Between July 28 and Oct 22, Cempra, Inc. (NASDAQ:CEMP) lost 66% of its market capitalization. Over the last couple of weeks, however, the company has gained 80% on its October lows, and looks to be set to continue these gains as we head into the middle of the week. Despite the last two week’s gains, however, the stock is still discounted on highs, and we believe this discount represents a great opportunity to get a cheap exposure to what could be a high growth biotech over the next 24 months. Here’s why.
Cempra’s Pipeline
First, the company. Cempra has two clinical stage candidates in its pipeline: Solithromycin and TAKSTA. The former is its primary and the latter its secondary focus. Both are antibiotics, and both have the potential to be real blockbusters in their respective indications. Solithromycin’s primary indication is community acquired bacterial pneumonia. (CABP). The drug is what’s called a macrolide – which is a gram positive therapy that physicians prescribe to treat respiratory tract and soft tissue infections (both of which are associated with CABP). There is a real problem with resistance in the antibacterial space. A pneumococcus is (essentially) just another word for a bacterium that causes pneumonia. Pathogenic pneumococci are the harmful type (most bacteria is harmless) and more than 40% of pneumococci are resistant to the currently available antibiotics. Cempra is hoping to fill this 60% differential with solithromycin.

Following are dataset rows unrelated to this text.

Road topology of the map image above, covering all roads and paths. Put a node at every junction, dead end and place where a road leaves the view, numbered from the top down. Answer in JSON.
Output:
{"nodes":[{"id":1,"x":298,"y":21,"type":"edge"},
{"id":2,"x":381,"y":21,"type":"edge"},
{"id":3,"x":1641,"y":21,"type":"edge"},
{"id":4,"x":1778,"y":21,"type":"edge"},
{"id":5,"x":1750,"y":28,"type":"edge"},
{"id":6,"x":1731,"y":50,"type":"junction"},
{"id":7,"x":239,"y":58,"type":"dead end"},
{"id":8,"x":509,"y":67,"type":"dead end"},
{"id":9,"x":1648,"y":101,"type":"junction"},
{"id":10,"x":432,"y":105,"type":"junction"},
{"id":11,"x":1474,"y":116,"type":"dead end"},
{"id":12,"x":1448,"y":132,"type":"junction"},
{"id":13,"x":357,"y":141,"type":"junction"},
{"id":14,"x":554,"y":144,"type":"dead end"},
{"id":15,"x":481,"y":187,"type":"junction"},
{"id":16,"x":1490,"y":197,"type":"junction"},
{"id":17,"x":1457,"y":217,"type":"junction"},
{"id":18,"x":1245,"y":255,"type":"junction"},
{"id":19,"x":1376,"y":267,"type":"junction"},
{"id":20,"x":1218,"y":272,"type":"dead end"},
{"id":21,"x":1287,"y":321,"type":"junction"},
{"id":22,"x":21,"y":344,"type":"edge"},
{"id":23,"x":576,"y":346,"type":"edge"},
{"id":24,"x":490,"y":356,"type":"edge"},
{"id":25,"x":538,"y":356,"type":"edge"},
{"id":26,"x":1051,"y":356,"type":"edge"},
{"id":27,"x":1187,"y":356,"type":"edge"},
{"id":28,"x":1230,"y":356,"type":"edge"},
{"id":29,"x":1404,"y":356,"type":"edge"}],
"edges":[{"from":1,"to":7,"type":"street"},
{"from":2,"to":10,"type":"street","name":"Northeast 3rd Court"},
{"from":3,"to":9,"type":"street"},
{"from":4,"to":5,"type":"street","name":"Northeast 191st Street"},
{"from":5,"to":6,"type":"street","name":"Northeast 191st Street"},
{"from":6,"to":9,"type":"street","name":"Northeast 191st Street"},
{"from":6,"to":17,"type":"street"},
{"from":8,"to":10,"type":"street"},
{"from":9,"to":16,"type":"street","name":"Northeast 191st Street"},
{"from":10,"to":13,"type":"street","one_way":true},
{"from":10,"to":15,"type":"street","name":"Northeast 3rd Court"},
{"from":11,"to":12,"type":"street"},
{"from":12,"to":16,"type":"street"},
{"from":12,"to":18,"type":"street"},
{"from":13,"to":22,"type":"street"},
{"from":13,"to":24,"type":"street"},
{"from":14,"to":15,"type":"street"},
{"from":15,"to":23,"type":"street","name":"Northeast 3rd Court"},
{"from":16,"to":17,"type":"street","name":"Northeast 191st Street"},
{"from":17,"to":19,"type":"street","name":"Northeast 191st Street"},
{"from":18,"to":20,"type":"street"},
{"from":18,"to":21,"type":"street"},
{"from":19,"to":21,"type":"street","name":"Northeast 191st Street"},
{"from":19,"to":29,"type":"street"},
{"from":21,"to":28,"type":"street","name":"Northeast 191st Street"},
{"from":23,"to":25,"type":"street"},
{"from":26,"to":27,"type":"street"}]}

The drug has already proven efficacy in two phase III trials, and a third is currently underway – data from which the company presented at the CHEST event at the end of October. Once again, the treatment has proven efficacy. We are now at the stage where the only real gating to an NDA submission for this indication is – as stated by the company in its latest earnings conference call – time. Cempra has priority review, meaning it can submit portions of its NDA as and when they complete, rather than having to wait for the full thing to complete before submission. As the company processes the data from its trials, it can submit it to the FDA for review. By the time the company completes the final elements of the submission, therefore, the FDA will already be well aware of the safety, tolerability, pharmacokinetics etc. of solithromycin, and we could get a quick approval.
The second pipeline treatment, TAKSTA, is just as promising. The drug is already approved across the majority of Asia, Europe, Canada, South Africa to name but a few (not as TAKSTA, but instead as various formulations of TAKSTA’s active compound fusidic acid). Cempra has exclusive rights to the drug in the US, and the company is currently preparing to kick of a US based double blind phase III for an acute bacterial skin and skin structure infections (ABSSSI) indication. The ABSSSI trial should start before the end of the year. In phase II for this indication we saw excellent efficacy and there were very limited adverse events – something we expected due to the nature of the already approved in any countries therapy.
Opportunity
Basically, we have a company here that has two products that have the potential to be billion dollar therapies; Cempra has stated it will price both in the hundreds of dollar range, which is lower than some recently approved antibiotics, but the market is so huge that the company doesn’t need to price high to generate big revenues. This is a space that a number of the big names – Pfizer Inc. (NYSE:PFE) and Baxalta Incorporated (NYSE:BXLT) to name two – have trued and failed in, so there may also be the potential for a partnership on the commercialization aspect of both drugs as big pharma has already expressed interest in exposure to the non-resistant antibiotics. Cempra has stated that it doesn’t require a partnership (i.e. it can fund and staff the commercialization itself) but if the terms are right, the backing of a big player won’t hurt its chances).
Catalysts
So what are we waiting on as near term catalysts? Well, we’d like to see the topline from the data presented at CHEST – when the company reports this formally we will likely see some upside momentum. Also, the kicking off of the aforementioned phase IIIs (one before the end of the year and one during 2016) should do similar. All said, definitely one to keep an eye on – especially at its current valuation of a little over $1.2 billion.